Joe Horn Jr.

No. 87, 2
- Position: Wide receiver

Personal information
- Born: September 16, 1994 (age 31) Tupelo, Mississippi, U.S.
- Listed height: 5 ft 10 in (1.78 m)
- Listed weight: 174 lb (79 kg)

Career information
- High school: Peachtree Ridge (Suwanee, Georgia)
- College: Northeast Mississippi (2014–2015) Missouri Western State (2016–2018)
- NFL draft: 2019: undrafted

Career history
- Baltimore Ravens (2019)*; Houston Roughnecks (2020)*; New York Guardians (2020);
- * Offseason or practice squad member only

Awards and highlights
- MACJC All-State Second-Team (2014);

= Joe Horn Jr. =

American football player (born 1994)

Joe Horn Jr. (born September 16, 1994) is an American former professional football wide receiver. He played college football at Missouri Western State.

== Early life ==
Horn was born on September 16, 1994, in Tupelo, Mississippi. He attended and played high school football for Peachtree Ridge in Suwanee, Georgia. In 2012 as a junior, he caught 43 passes for 683 yards and seven touchdowns, while also leading the team to the state playoffs. He received multiple scholarship offers from UCLA, East Carolina, and Southern Mississippi.

== College career ==

=== Northeast Mississippi ===
From 2014 to 2015, Horn attended and played college football for Northeast Mississippi Community College. He caught 51 passes for 690 yards and seven touchdowns during his two-year stint.

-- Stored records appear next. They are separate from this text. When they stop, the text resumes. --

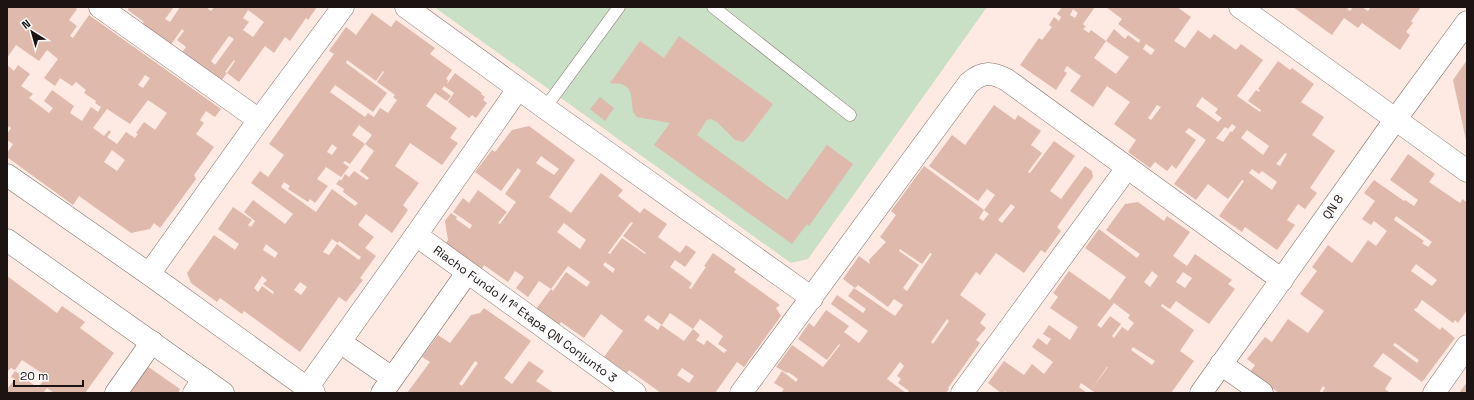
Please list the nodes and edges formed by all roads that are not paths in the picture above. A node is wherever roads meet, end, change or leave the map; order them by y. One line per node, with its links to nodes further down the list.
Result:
1 (101, 7): 11 (street)
2 (343, 7): 11 (street)
3 (406, 7): 8 (street)
4 (619, 7): 9 (lane)
5 (713, 7): 10 (lane)
6 (1243, 8): 12 (street)
7 (1467, 22): 12 (street, QN 8)
8 (518, 89): 9 (street); 16 (street)
9 (545, 108): 21 (street)
10 (850, 115)
11 (259, 120): 19 (street)
12 (1395, 120): 14 (street); 20 (street, QN 8)
13 (1127, 168): 20 (street); 21 (street); 33 (street)
14 (1467, 171)
15 (7, 175): 19 (street)
16 (416, 235): 18 (street, Riacho Fundo II 1ª Etapa QN Conjunto 3); 23 (street)
17 (7, 240): 22 (street)
18 (467, 273): 27 (street); 31 (street, Riacho Fundo II 1ª Etapa QN Conjunto 3)
19 (149, 274): 28 (street)
20 (1282, 280): 25 (street, QN 8)
21 (812, 298): 32 (street)
22 (152, 342): 26 (street); 29 (street)
23 (340, 342): 27 (street); 28 (street)
24 (1467, 346): 36 (street)
25 (1221, 364): 34 (street, QN 8); 35 (street)
26 (199, 386): 30 (street)
27 (387, 386)
28 (311, 390)
29 (116, 393)
30 (224, 393)
31 (635, 393)
32 (741, 393)
33 (962, 393)
34 (1201, 393)
35 (1262, 393)
36 (1434, 393)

In 2014, he was named to the Mississippi Association of Community and Junior Colleges (MACJC) All-State Second-Team. He played in nine games for the Tigers, recording 33 receptions for 435 yards and six touchdowns. He recorded a career-high 105 receiving yards and three touchdowns in the team's 49–35 win over Northwest.

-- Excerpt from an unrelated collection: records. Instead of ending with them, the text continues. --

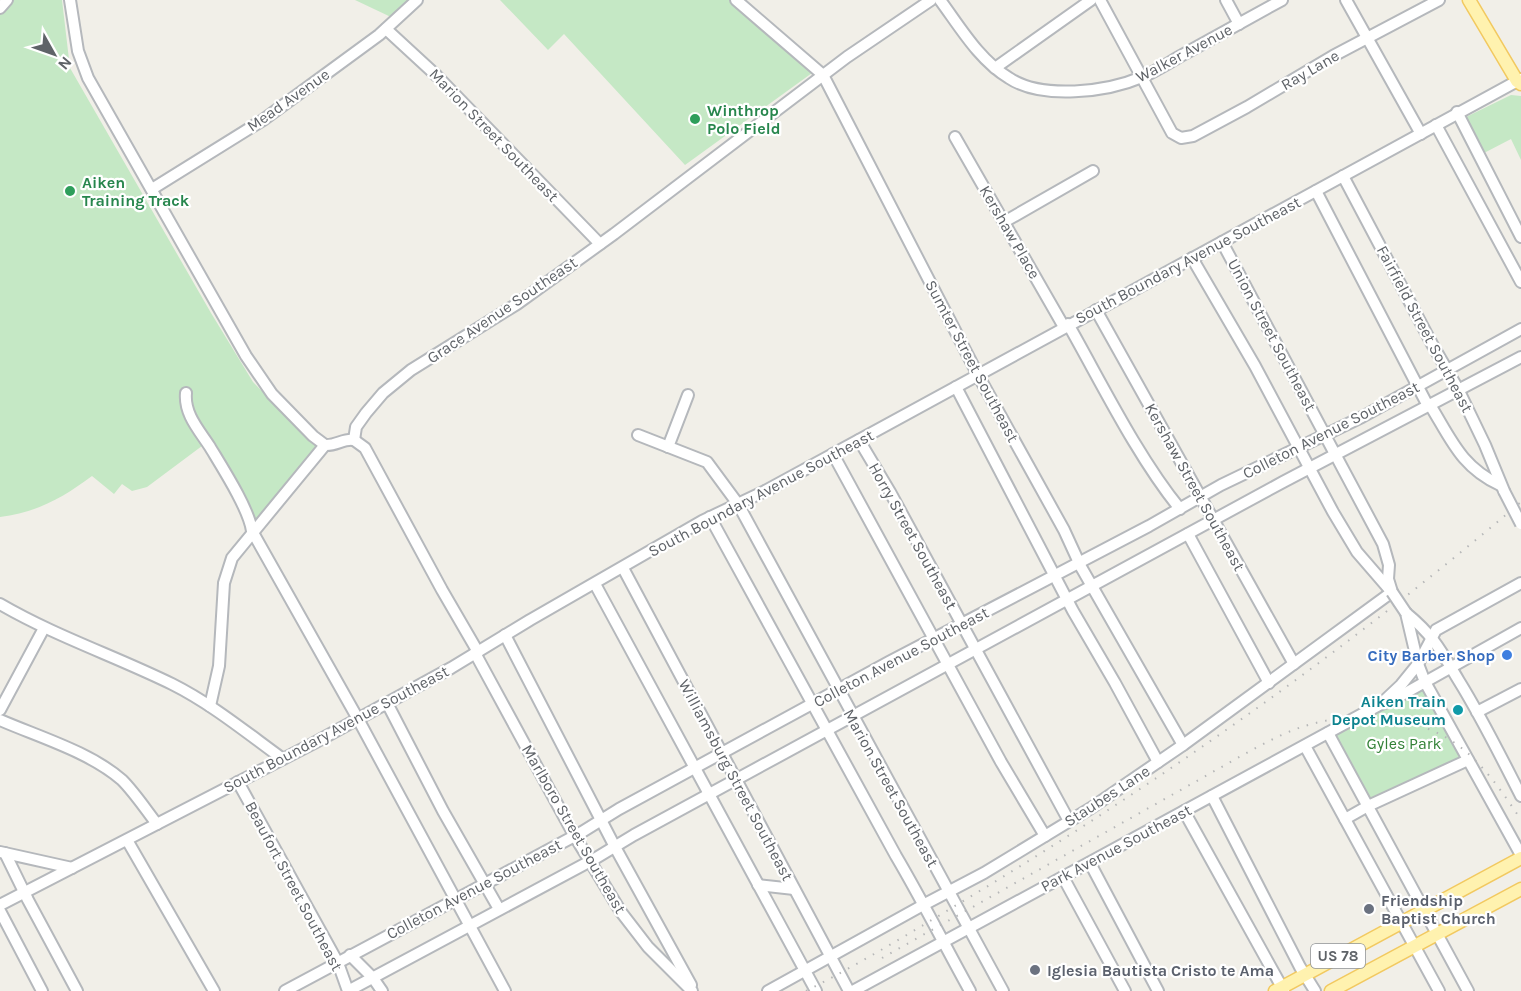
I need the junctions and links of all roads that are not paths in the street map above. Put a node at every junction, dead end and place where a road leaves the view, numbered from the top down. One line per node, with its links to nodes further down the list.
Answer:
1 (7, 0): 14 (street)
2 (70, 0): 28 (street)
3 (417, 0): 16 (street, Mead Avenue)
4 (736, 0): 19 (street, Sumter Street Southeast)
5 (931, 0): 19 (street, Grace Avenue Southeast)
6 (940, 0): 18 (street, Walker Avenue)
7 (1091, 0): 18 (street)
8 (1100, 0): 20 (street)
9 (1226, 0): 15 (street)
10 (1281, 0): 15 (street, Walker Avenue)
11 (1346, 0): 17 (street)
12 (1438, 0): 17 (street, Ray Lane)
13 (1469, 0): 21 (main road)
14 (0, 8)
15 (1239, 24): 20 (street, Walker Avenue)
16 (386, 29): 28 (street, Mead Avenue); 33 (street, Marion Street Southeast)
17 (1368, 39): 20 (street, Ray Lane); 24 (street)
18 (995, 68): 20 (street, Walker Avenue)
19 (823, 75): 33 (street, Grace Avenue Southeast); 41 (street, Sumter Street Southeast)
20 (1141, 78)
21 (1520, 81): 22 (street, South Boundary Avenue Southeast)
22 (1457, 112): 23 (street, South Boundary Avenue Southeast); 31 (street)
23 (1437, 125): 24 (street, South Boundary Avenue Southeast); 35 (street)
24 (1421, 134): 27 (street, South Boundary Avenue Southeast)
25 (955, 137): 30 (street, Kershaw Place)
26 (1093, 171): 30 (street)
27 (1343, 176): 29 (street, South Boundary Avenue Southeast); 40 (street, Fairfield Street Southeast)
28 (152, 189): 52 (street)
29 (1317, 191): 32 (street, South Boundary Avenue Southeast); 42 (street, Fairfield Street Southeast)
30 (1004, 222): 37 (street, Kershaw Place)
31 (1521, 237)
32 (1222, 242): 34 (street, South Boundary Avenue Southeast); 48 (street, Union Street Southeast)
33 (600, 244): 50 (street, Grace Avenue Southeast)
34 (1192, 258): 36 (street, South Boundary Avenue Southeast); 54 (street, Union Street Southeast)
35 (1521, 282)
36 (1096, 310): 37 (street, South Boundary Avenue Southeast); 59 (street, Kershaw Street Southeast)
37 (1066, 326): 41 (street, South Boundary Avenue Southeast); 61 (street, Kershaw Street Southeast)
38 (1521, 329): 40 (street, Colleton Avenue Southeast)
39 (1521, 357): 44 (street, Colleton Avenue Southeast)
40 (1447, 370): 42 (street, Colleton Avenue Southeast); 44 (street, Fairfield Street Southeast)
41 (978, 375): 43 (street, South Boundary Avenue Southeast); 67 (street, Sumter Street Southeast)
42 (1418, 386): 47 (street, Fairfield Street Southeast); 48 (street, Colleton Avenue Southeast)
43 (956, 387): 51 (street, South Boundary Avenue Southeast); 69 (street, Sumter Street Southeast)
44 (1458, 389): 47 (street, Colleton Avenue Southeast); 58 (street, Fairfield Street Southeast)
45 (186, 393): 65 (street)
46 (688, 395): 53 (street)
47 (1429, 406): 56 (street, Colleton Avenue Southeast); 58 (street, Fairfield Street Southeast)
48 (1324, 434): 54 (street, Colleton Avenue Southeast); 56 (street, Union Street Southeast)
49 (638, 435): 53 (street, Marion Street Southeast)
50 (354, 440): 52 (street); 84 (street, Marlboro Street Southeast)
51 (859, 440): 55 (street, South Boundary Avenue Southeast); 77 (street, Horry Street Southeast)
52 (325, 444): 65 (street)
53 (668, 447): 60 (street, Marion Street Southeast)
54 (1297, 448): 57 (street, Union Street Southeast); 59 (street, Colleton Avenue Southeast)
55 (833, 454): 60 (street, South Boundary Avenue Southeast); 82 (street, Horry Street Southeast)
56 (1336, 455): 57 (street, Colleton Avenue Southeast); 73 (street, Union Street Southeast)
57 (1309, 469): 63 (street, Colleton Avenue Southeast); 73 (street, Union Street Southeast)
58 (1502, 488): 64 (street, Fairfield Street Southeast, bridge)
59 (1200, 497): 61 (street, Colleton Avenue Southeast); 63 (street, Kershaw Street Southeast)
60 (738, 504): 62 (street, South Boundary Avenue Southeast); 92 (street, Marion Street Southeast)
61 (1180, 509): 67 (street, Colleton Avenue Southeast)
62 (710, 517): 68 (street, South Boundary Avenue Southeast); 94 (street, Marion Street Southeast)
63 (1212, 520): 66 (street, Colleton Avenue Southeast); 85 (street, Kershaw Street Southeast)
64 (1521, 524)
65 (252, 531): 96 (street); 100 (street)
66 (1188, 534): 72 (street, Colleton Avenue Southeast); 90 (street, Kershaw Street Southeast)
67 (1079, 562): 69 (street, Colleton Avenue Southeast); 72 (street, Sumter Street Southeast)
68 (623, 568): 71 (street, South Boundary Avenue Southeast); 106 (street, Williamsburg Street Southeast)
69 (1054, 574): 74 (street, Sumter Street Southeast); 77 (street, Colleton Avenue Southeast)
70 (1521, 583): 81 (street, Park Avenue Southeast)
71 (595, 584): 80 (street, South Boundary Avenue Southeast); 110 (street, Williamsburg Street Southeast)
72 (1092, 587): 74 (street, Colleton Avenue Southeast); 104 (street, Sumter Street Southeast)
73 (1392, 592): 76 (street, Union Street Southeast, bridge); 85 (street, Staubes Lane)
74 (1067, 599): 83 (street, Colleton Avenue Southeast); 109 (street, Sumter Street Southeast)
75 (0, 604): 79 (street)
76 (1406, 613): 81 (street, Union Street Southeast); 86 (street, Union Street Southeast)
77 (961, 625): 82 (street, Colleton Avenue Southeast); 83 (street, Horry Street Southeast)
78 (1521, 627): 88 (street, Park Avenue Southeast)
79 (44, 628): 96 (street); 97 (street)
80 (505, 635): 84 (street, South Boundary Avenue Southeast); 119 (street, Marlboro Street Southeast)
81 (1432, 637): 86 (street, Park Avenue Southeast); 88 (street, Union Street Southeast)
82 (934, 639): 87 (street, Horry Street Southeast); 92 (street, Colleton Avenue Southeast)
83 (976, 650): 87 (street, Colleton Avenue Southeast); 120 (street, Horry Street Southeast)
84 (476, 652): 93 (street, South Boundary Avenue Southeast); 122 (street, Marlboro Street Southeast)
85 (1294, 664): 90 (street, Staubes Lane)
86 (1418, 664): 89 (street, Union Street Southeast); 95 (street, Park Avenue Southeast)
87 (948, 665): 99 (street, Colleton Avenue Southeast); 123 (street)
88 (1451, 667): 89 (street, Park Avenue Southeast); 98 (street, Union Street Southeast)
89 (1425, 682): 95 (street, Park Avenue Southeast); 108 (street, Union Street Southeast)
90 (1269, 683): 104 (street, Staubes Lane)
91 (1521, 689): 98 (street)
92 (838, 690): 94 (street, Colleton Avenue Southeast); 99 (street, Marion Street Southeast)
93 (387, 703): 100 (street, South Boundary Avenue Southeast); 132 (street)
94 (813, 703): 102 (street, Marion Street Southeast); 106 (street, Colleton Avenue Southeast)
95 (1379, 705): 103 (street, Park Avenue Southeast)
96 (210, 706): 107 (street)
97 (0, 710)
98 (1477, 712): 115 (street, Union Street Southeast)
99 (853, 716): 102 (street, Colleton Avenue Southeast); 137 (street, Marion Street Southeast)
100 (358, 719): 107 (street, South Boundary Avenue Southeast); 138 (street)
101 (0, 720): 121 (street)
102 (828, 730): 111 (street, Colleton Avenue Southeast); 139 (street, Marion Street Southeast)
103 (1328, 733): 105 (street, Park Avenue Southeast); 116 (street)
104 (1183, 745): 109 (street, Staubes Lane)
105 (1305, 746): 114 (street, Park Avenue Southeast); 118 (street)
106 (724, 754): 110 (street, Colleton Avenue Southeast); 111 (street, Williamsburg Street Southeast)
107 (283, 759): 112 (street, South Boundary Avenue Southeast)
108 (1468, 760): 116 (street); 127 (street, Union Street Southeast)
109 (1158, 762): 120 (street, Staubes Lane)
110 (694, 769): 113 (street, Williamsburg Street Southeast); 119 (street, Colleton Avenue Southeast)
111 (738, 780): 113 (street, Colleton Avenue Southeast); 135 (street, Williamsburg Street Southeast)
112 (238, 782): 121 (street, South Boundary Avenue Southeast); 152 (street, Beaufort Street Southeast)
113 (709, 796): 125 (street, Colleton Avenue Southeast); 133 (street, Williamsburg Street Southeast)
114 (1212, 796): 117 (street, Park Avenue Southeast); 154 (street)
115 (1521, 796)
116 (1368, 806): 118 (street); 143 (street)
117 (1184, 811): 129 (street, Park Avenue Southeast); 156 (street)
118 (1345, 819): 144 (street)
119 (601, 820): 122 (street, Colleton Avenue Southeast); 125 (street, Marlboro Street Southeast)
120 (1069, 821): 123 (street, Staubes Lane)
121 (157, 824): 124 (street, South Boundary Avenue Southeast)
122 (574, 835): 128 (street, Marlboro Street Southeast); 132 (street, Colleton Avenue Southeast)
123 (1045, 836): 137 (street, Staubes Lane)
124 (127, 840): 130 (street, South Boundary Avenue Southeast); 159 (street)
125 (615, 847): 128 (street, Colleton Avenue Southeast); 164 (street, Marlboro Street Southeast)
126 (3, 853): 130 (street); 136 (street)
127 (1521, 856): 143 (main road, US 78)
128 (590, 861): 141 (street, Colleton Avenue Southeast); 164 (street, Marlboro Street Southeast)
129 (1090, 862): 131 (street, Park Avenue Southeast); 171 (street)
130 (72, 868): 136 (street, South Boundary Avenue Southeast)
131 (1063, 877): 146 (street, Park Avenue Southeast); 170 (street)
132 (485, 883): 138 (street, Colleton Avenue Southeast); 141 (street)
133 (758, 885): 135 (street); 153 (street, Williamsburg Street Southeast)
134 (1521, 888): 147 (main road, US 78)
135 (794, 889): 151 (street, Williamsburg Street Southeast)
136 (24, 891): 140 (street, South Boundary Avenue Southeast); 158 (street)
137 (949, 892): 139 (street, Staubes Lane); 146 (street, Marion Street Southeast)
138 (455, 899): 145 (street); 150 (street, Colleton Avenue Southeast)
139 (925, 904): 148 (street, Marion Street Southeast); 151 (street, Staubes Lane)
140 (0, 905)
141 (499, 909): 145 (street, Colleton Avenue Southeast)
142 (0, 910): 157 (street)
143 (1424, 910): 144 (main road, US 78); 147 (street)
144 (1402, 922): 149 (street); 154 (main road, US 78)
145 (468, 925): 155 (street, Colleton Avenue Southeast); 163 (street)
146 (969, 928): 148 (street, Park Avenue Southeast); 169 (street, Marion Street Southeast)
147 (1436, 934): 149 (main road, US 78); 175 (street)
148 (943, 943): 167 (street, Park Avenue Southeast); 168 (street, Marion Street Southeast)
149 (1415, 946): 173 (main road, US 78); 174 (street)
150 (350, 956): 152 (street, Colleton Avenue Southeast); 155 (street, Beaufort Street Southeast)
151 (830, 957): 153 (street, Staubes Lane); 167 (street, Williamsburg Street Southeast)
152 (338, 963): 160 (street, Colleton Avenue Southeast); 161 (street, Beaufort Street Southeast)
153 (805, 972): 165 (street); 166 (street, Williamsburg Street Southeast)
154 (1305, 974): 156 (main road, US 78); 172 (street)
155 (373, 978): 161 (street, Colleton Avenue Southeast); 162 (street, Beaufort Street Southeast)
156 (1280, 990)
157 (42, 991)
158 (77, 991)
159 (214, 991)
160 (285, 991)
161 (348, 991)
162 (382, 991)
163 (505, 991)
164 (693, 991)
165 (768, 991)
166 (816, 991)
167 (851, 991)
168 (970, 991)
169 (1003, 991)
170 (1125, 991)
171 (1158, 991)
172 (1315, 991)
173 (1331, 991)
174 (1439, 991)
175 (1468, 991)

=== Missouri Western State ===
In 2018, Horn caught fifteen passes for 246 yards, including a season-high 58 yards against Washburn.

==Professional career==

Pre-draft measurables
| Height | Weight | Arm length | Hand span | Wingspan | 40-yard dash | 10-yard split | 20-yard split | 20-yard shuttle | Three-cone drill | Vertical jump | Broad jump | Bench press |
| 5 ft 10+1⁄4 in (1.78 m) | 174 lb (79 kg) | 29+3⁄4 in (0.76 m) | 9+1⁄8 in (0.23 m) | 6 ft 1+1⁄8 in (1.86 m) | 4.52 s | 1.66 s | 2.63 s | 4.41 s | 7.19 s | 35.0 in (0.89 m) | 10 ft 0 in (3.05 m) | 10 reps |
All values from Pro Day

===Baltimore Ravens===
On May 14, 2019, Horn Jr. signed with the Baltimore Ravens as an undrafted free agent. He was waived by the Ravens during final roster cuts on August 30.

===Houston Roughnecks===
In October 2019, he was drafted by the Houston Roughnecks in the 2020 XFL draft.

===New York Guardians===
On January 17, 2020, he was traded to the New York Guardians in exchange for wide receiver Taivon Jacobs. He had his contract terminated when the league suspended operations on April 10.

==Personal life==
Horn Jr. is the son of four-time Pro Bowl wide receiver Joe Horn. His brother, Jaycee Horn, is a cornerback for the Carolina Panthers.